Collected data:
+ + + +

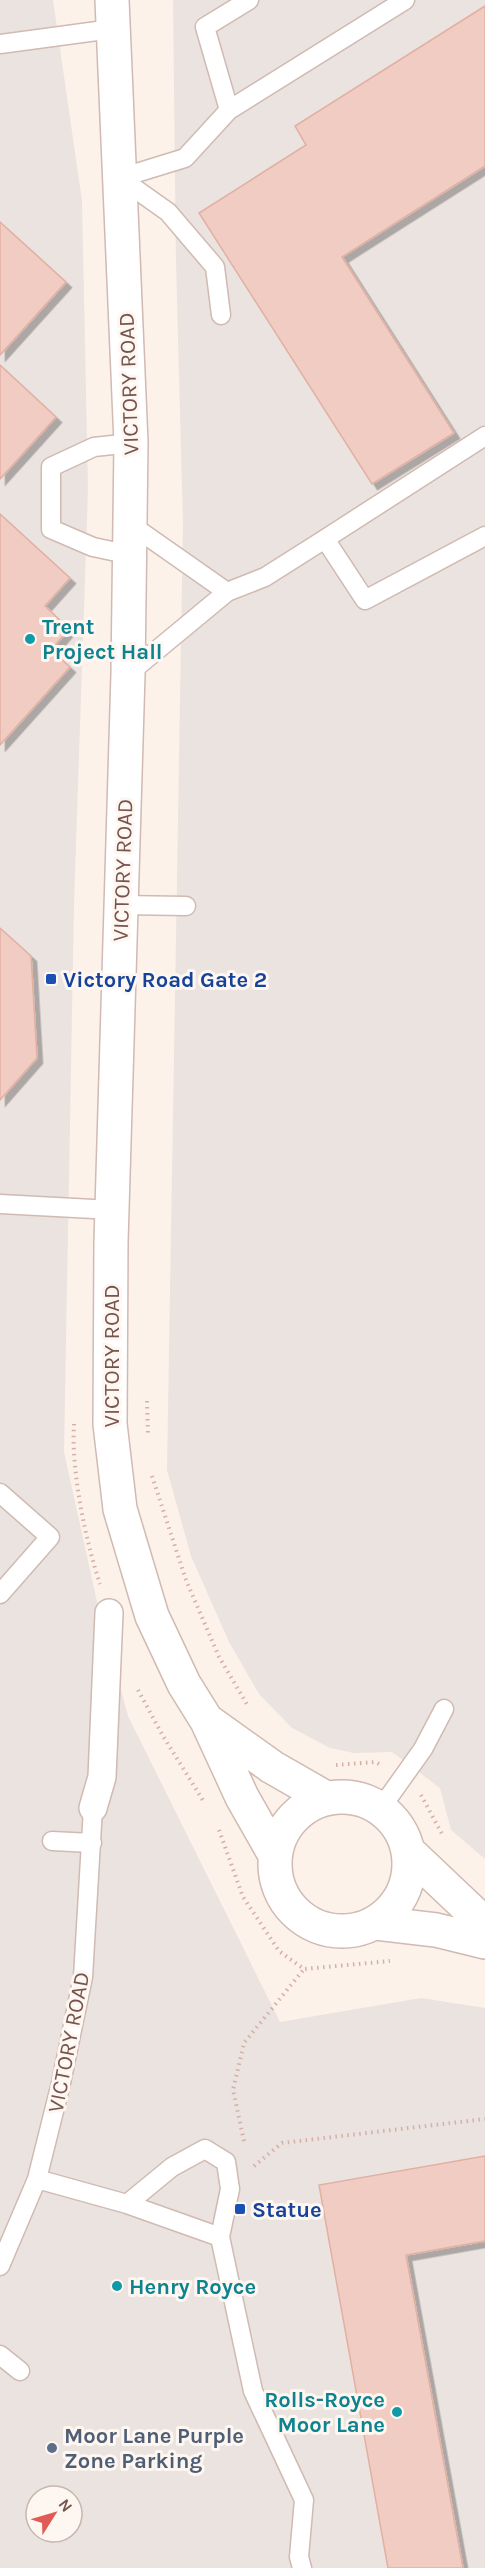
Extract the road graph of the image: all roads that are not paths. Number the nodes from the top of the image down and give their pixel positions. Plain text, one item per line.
1 (249, 0) edge
2 (405, 0) edge
3 (112, 14) edge
4 (0, 44) edge
5 (229, 110) junction
6 (120, 178) junction
7 (221, 315) dead end
8 (485, 436) edge
9 (131, 443) junction
10 (485, 536) edge
11 (325, 539) junction
12 (130, 540) junction
13 (227, 592) junction
14 (128, 674) junction
15 (120, 905) junction
16 (186, 906) dead end
17 (1, 1210) edge
18 (112, 1210) junction
19 (0, 1493) edge
20 (0, 1594) edge
21 (109, 1613) dead end
22 (444, 1709) dead end
23 (207, 1721) junction
24 (326, 1798) junction
25 (93, 1808) joint
26 (381, 1808) junction
27 (52, 1841) dead end
28 (92, 1843) junction
29 (409, 1852) junction
30 (275, 1856) junction
31 (376, 1923) junction
32 (485, 1924) edge
33 (485, 1942) edge
34 (38, 2179) junction
35 (127, 2204) junction
36 (220, 2237) junction
37 (0, 2266) edge
38 (0, 2355) edge
39 (20, 2371) dead end
40 (302, 2568) edge

1 - 5 lane
2 - 5 lane
3 - 4 lane
3 - 6 street, VICTORY ROAD
5 - 6 lane
6 - 7 lane
6 - 9 street, VICTORY ROAD
8 - 11 lane
9 - 12 street, VICTORY ROAD
9 - 12 lane
10 - 11 lane
11 - 13 lane
12 - 13 lane
12 - 14 street, VICTORY ROAD
13 - 14 lane
14 - 15 street, VICTORY ROAD
15 - 16 lane
15 - 18 street, VICTORY ROAD
17 - 18 lane
18 - 23 street, VICTORY ROAD
19 - 20 lane
21 - 25 street
22 - 26 lane
23 - 24 street, VICTORY ROAD
23 - 30 street, VICTORY ROAD
24 - 26 street
24 - 30 street
25 - 28 lane, VICTORY ROAD
26 - 29 street
27 - 28 lane
28 - 34 lane, VICTORY ROAD
29 - 31 street
29 - 32 street
30 - 31 street
31 - 33 street
34 - 35 lane
34 - 37 lane, VICTORY ROAD
35 - 36 lane
35 - 36 lane
36 - 40 lane
38 - 39 lane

+ + + +

WHAT YOU NEED TO DO:
How many lines in the records above contain the word "VICTORY"? State that number and nothing more.

ANSWER BOX:
12